Drucker’s article presents, in the pithiest form possible, a clear denunciation of many commonly-held truths about managing businesses. These are the five sins.
- The worship of high profit margins and of ‘premium pricing’
- Mispricing a new product by charging ‘what the market will bear’
- Cost-driven pricing
- Slaughtering tomorrow’s opportunity on the allure of yesterday
- Feeding problems and starving opportunities
A couple of these really stood out for me. Cost-driven pricing is at the heart of many business models. Many law firms hear it from their suppliers, and they pass it on to their clients. Neither of these is sustainable. As Drucker puts it:
Most American and practically all European companies arrive at their prices by adding up costs and putting a profit margin on top. And then, as soon as they have introduced the product, they have to cut the price, redesign it at enormous expense, take losses and often drop a perfectly good product because it is priced incorrectly. Their argument? ‘We have to recover our costs and make a profit.’
This is true, but irrelevant. Customers do not see it as their job to ensure a profit for manufacturers. The only sound way to price is to start out with what the market is willing to pay – and thus, it must be assumed, what the competition will charge – and design to that price specification.
Cost-driven pricing is the reason there is no American consumer electronics industry any more. If Toyota and Nissan succeed in pushing the German luxury car makers out of the US market it will be a result of their using price-led costing.
Starting out with price and then whittling down costs is more work initially. But in the end it is much less work than to start out wrong and then spend loss-making years bringing costs into line.
Another sin is one that some KM activities mistakenly support and promote: “feeding problems and starving opportunities.” KM is often seen as a toolkit to improve problem-solving, but for Drucker, “All one can get by ‘problem-solving’ is damage containment. Only opportunities produce results and growth.”
What do we do in our knowledge work to feed opportunities, rather than dwell on problems?
For whatever it might be worth, here’s my own pricing experience.
I used to run a bike shop, and I would restore bikes which I would then sell.
At first I would price a finished bike what the market value for the bike was.
It would then sell in 25 minutes and I’d have no “Special Bike” for sale, till I finished another one in a week.
So, next one I would raise its price by $500. It would take 1 day to sell,
and I’d have no “Special Bike” for sale, till I finished another one in 6 days.
So, next time I would raise its price by $1500. (!!) Wait, it still sold in 4 days, leaving my central space empty for 3 days!!!
Soooo next bike I would raise its price by a cool $10.000.

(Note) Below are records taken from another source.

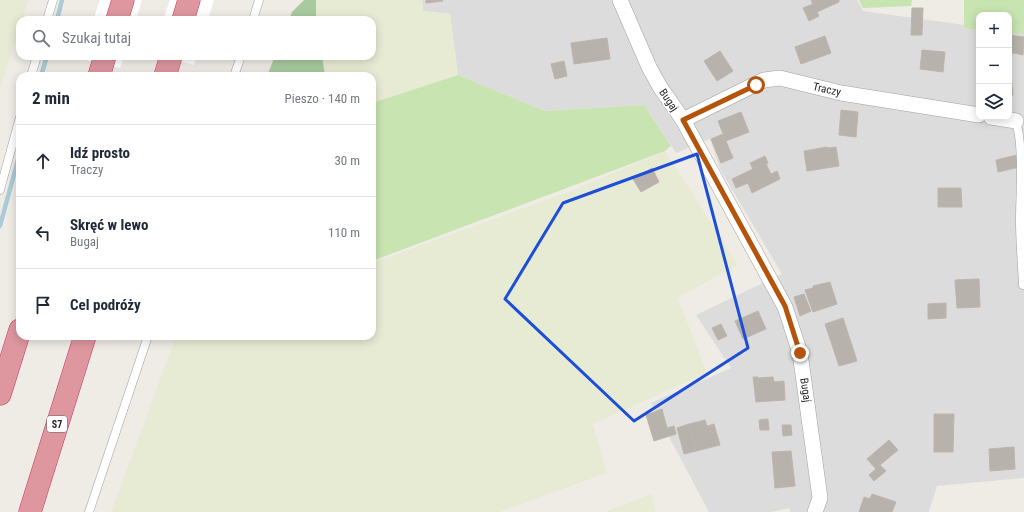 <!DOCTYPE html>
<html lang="pl">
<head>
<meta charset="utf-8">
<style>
	:root { --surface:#fff; --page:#f2f2f3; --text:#1f2937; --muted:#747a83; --line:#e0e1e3 }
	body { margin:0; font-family:"Roboto Condensed",sans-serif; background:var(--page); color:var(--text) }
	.controls { position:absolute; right:12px; top:12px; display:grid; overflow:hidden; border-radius:8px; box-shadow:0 2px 10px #0003 }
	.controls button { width:36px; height:36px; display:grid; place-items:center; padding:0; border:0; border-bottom:1px solid var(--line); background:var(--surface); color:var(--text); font:20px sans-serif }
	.stop { position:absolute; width:12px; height:12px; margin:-9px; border:3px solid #b45309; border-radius:50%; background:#fff }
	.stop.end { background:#b45309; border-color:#fff; box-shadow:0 1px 4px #0008 }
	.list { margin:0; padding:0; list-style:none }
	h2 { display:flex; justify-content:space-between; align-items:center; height:52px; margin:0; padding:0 16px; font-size:17px }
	h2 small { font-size:13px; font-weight:400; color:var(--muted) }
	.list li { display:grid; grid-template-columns:26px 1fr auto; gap:12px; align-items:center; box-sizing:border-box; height:72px; padding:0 16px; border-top:1px solid var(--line) }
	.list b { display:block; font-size:15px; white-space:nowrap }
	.list p { margin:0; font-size:13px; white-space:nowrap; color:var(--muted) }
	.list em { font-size:13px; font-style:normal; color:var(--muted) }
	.icon { flex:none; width:22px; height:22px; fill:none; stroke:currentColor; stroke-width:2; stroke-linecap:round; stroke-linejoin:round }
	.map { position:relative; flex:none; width:1024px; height:512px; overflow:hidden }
	.search { position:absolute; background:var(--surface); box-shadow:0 2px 10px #0003; left:16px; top:16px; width:360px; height:44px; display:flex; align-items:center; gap:10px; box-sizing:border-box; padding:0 14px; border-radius:12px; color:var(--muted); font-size:15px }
	.panel { position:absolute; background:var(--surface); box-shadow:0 2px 10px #0003; left:16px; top:72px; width:360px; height:268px; border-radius:12px }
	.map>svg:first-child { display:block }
	.residential { fill:#dddcdc }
	.farmland { fill:#e8ebd4 }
	.grass { fill:#c7e4b1 }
	.forest { fill:#a9ca9f }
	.pier { fill:#fff }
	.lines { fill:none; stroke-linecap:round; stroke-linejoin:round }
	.stream { stroke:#abcbd8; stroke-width:4.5 }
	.building { fill:#b8b2ac; stroke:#bfb4aa }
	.lane-casing { stroke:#a0a0a0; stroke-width:9 }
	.street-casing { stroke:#a0a0a0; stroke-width:16 }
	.highway-casing { stroke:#c93761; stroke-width:23 }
	.lane { stroke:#fff; stroke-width:8 }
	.street { stroke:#fff; stroke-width:15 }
	.highway { stroke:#de969f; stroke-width:22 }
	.route { stroke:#b45309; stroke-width:5 }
	.marked { fill:none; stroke:#1d4ed8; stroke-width:3; stroke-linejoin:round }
	.labels { text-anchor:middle; stroke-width:3; stroke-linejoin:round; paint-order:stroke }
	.shield { fill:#fff; stroke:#626262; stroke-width:1 }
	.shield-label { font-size:10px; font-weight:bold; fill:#1f1f1f }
	.street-label { font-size:11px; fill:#1f1f1f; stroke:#fff }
</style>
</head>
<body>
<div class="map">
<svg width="1024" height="512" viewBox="0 0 1024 512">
	<rect width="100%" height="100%" fill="#efece6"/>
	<path class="residential" d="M422 0H857L863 11 979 27V117H1009V32L1024 34V478L937 486 929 512H790V508L771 512H709L651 403 731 368 696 315 782 274 720 169 710 139 676 153 644 105 545 111 458 75 450 14 423 11Z"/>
	<path class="farmland" d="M0 0H29L22 20H20V26L0 90Z
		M316 0H422L423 11 450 14 458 75 372 103V76H325L322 56H372V20H316Z
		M665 151 738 264 678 298 707 373 593 424 607 473 499 512H111L176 336H372V263L571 191Z
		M652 494 656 512H604Z"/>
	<path class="grass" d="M859 0H912L911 6 863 8Z
		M964 0H1024V34L1009 33V15H979V30L964 28Z
		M458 75 545 111 644 105 671 146 665 151 372 261V103Z"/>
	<path class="forest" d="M304 0H316V20H289L292 12Z
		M275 56H322L325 76H267Z"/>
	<path class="pier" d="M100 0H142L136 20H93Z
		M170 0H214L208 20H163Z
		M82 56H124L120 68 81 59Z
		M162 56H197L194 65Z"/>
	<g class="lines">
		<path class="stream" d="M57 20 62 0
			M41 76 47 56
			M0 226 20 152"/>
	</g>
	<path class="building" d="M426 0H442L443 1 426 3Z
		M811 0H839V2L817 12 819 16 809 21 803 8 813 4Z
		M912 8H923L922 35H911Z
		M1009 35 1024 37 1023 55 1009 52Z
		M825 36 831 53 801 64 795 47Z
		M607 38 610 59 574 64 571 43Z
		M922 50 945 52 943 72 920 69Z
		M720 51 733 71 717 81 704 61Z
		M564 61 567 76 555 79 551 64Z
		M1009 76H1011L1013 95H1009Z
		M841 110 858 112 856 137 839 135Z
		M741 112 749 132 726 141 718 121Z
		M723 134 733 158 721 163 711 139Z
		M827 147 828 148 836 147 839 166 807 171 804 151Z
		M1017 155 1020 167 998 172 996 160Z
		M765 156 768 163 766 164 771 174 777 171 780 179 752 193 748 183 736 188 732 179 753 169 750 163Z
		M652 168 659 182 641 192 633 179Z
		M938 188H961L962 207H938Z
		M979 279 980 307 957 308 955 280Z
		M830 282 837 304 813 312 805 290 813 288V286Z
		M804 294 811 311 800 316 794 297Z
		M946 303V318L928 319V304Z
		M758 311 766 329 743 339 735 321Z
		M843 318 857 361 839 366 825 324Z
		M721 324 727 336 718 340 712 328Z
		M753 377H758V378L773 377 774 382 784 381 785 400 756 402Z
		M662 409 667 428 674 426 676 434 654 441 646 415Z
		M934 414H954L953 452H934Z
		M768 419 769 430H760L759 420Z
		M705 420 707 426 714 424 720 445 696 451 689 424Z
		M689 424 696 451 684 454 677 428Z
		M782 425H791L792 435 783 436Z
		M889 440 898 450 880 465 886 471 874 481 869 475 876 469 867 459Z
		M1014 447 1015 469 990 471 989 449Z
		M791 451 795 486 775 488 772 452Z
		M872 494 896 502 892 512H859L864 497 870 499Z"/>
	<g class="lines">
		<g class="lane-casing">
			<path id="lane" d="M47 20 53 0
				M253 20 259 0
				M31 76 37 56
				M234 76 241 56
				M1016 121C1024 149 1020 191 1020 221 1020 242 1022 264 1023 285H1024
				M0 190 20 117
				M89 512 148 336"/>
		</g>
		<g class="street-casing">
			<path id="street" d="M620 0 649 67 660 87 683 120 785 307 800 353 820 498 815 512
				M991 117 1016 121
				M683 120 764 80 780 78 841 93 979 115"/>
		</g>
		<g class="highway-casing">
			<path id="highway" d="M117 20 123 0
				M183 20 189 0
				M99 76 105 56
				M165 76 171 56
				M0 394 20 330
				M30 512 85 336"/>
		</g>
		<use href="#lane" class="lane"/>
		<use href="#street" class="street"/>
		<use href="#highway" class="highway"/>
	</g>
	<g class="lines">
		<path class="route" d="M756 85 683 120 785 306 800 353"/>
	</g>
	<path class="marked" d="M697 154 748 348 634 421 505 299 563 203Z"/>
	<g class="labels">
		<rect class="shield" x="47" y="416" width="20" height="16" rx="3"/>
		<g class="shield-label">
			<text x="57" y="428">S7</text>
		</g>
		<g class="street-label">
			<text transform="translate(827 89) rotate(13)" y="4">Traczy</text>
			<text transform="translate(669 100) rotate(56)" y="4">Bugaj</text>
			<text transform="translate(806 390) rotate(82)" y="4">Bugaj</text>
		</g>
	</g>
</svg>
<div class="controls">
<button>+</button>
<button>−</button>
<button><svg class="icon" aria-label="layers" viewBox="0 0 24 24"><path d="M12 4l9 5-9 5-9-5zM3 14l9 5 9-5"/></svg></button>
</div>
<div class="stop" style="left:756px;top:85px"></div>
<div class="stop end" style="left:800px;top:353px"></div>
<div class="search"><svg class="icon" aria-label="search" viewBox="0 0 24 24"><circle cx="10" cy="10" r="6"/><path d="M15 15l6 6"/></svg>Szukaj tutaj</div>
<section class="panel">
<h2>2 min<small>Pieszo · 140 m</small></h2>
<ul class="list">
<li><svg class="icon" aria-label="ahead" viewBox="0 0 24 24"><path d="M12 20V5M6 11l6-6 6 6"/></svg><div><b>Idź prosto</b><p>Traczy</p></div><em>30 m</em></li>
<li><svg class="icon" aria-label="left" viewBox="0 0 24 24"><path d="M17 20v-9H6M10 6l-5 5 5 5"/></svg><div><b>Skręć w lewo</b><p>Bugaj</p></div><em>110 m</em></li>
<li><svg class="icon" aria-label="arrive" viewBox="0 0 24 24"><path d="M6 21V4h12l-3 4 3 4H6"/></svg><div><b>Cel podróży</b></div></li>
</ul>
</section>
</div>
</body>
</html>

This time I had time to finish another bike, and another. Then someone bought one for $10.000 and he brought his friend who bought the other for $10.000.
In the end I ‘d rather sell one every 2 months for a cool $35.000 than one every two days for $5.000.
Don’t forget that I was adding one a week so each month my stock was growing by $140.000.
Is there a moral to this?
Well, up to you and Peter Drucker to read one into it, I was just happy with restoring bikes.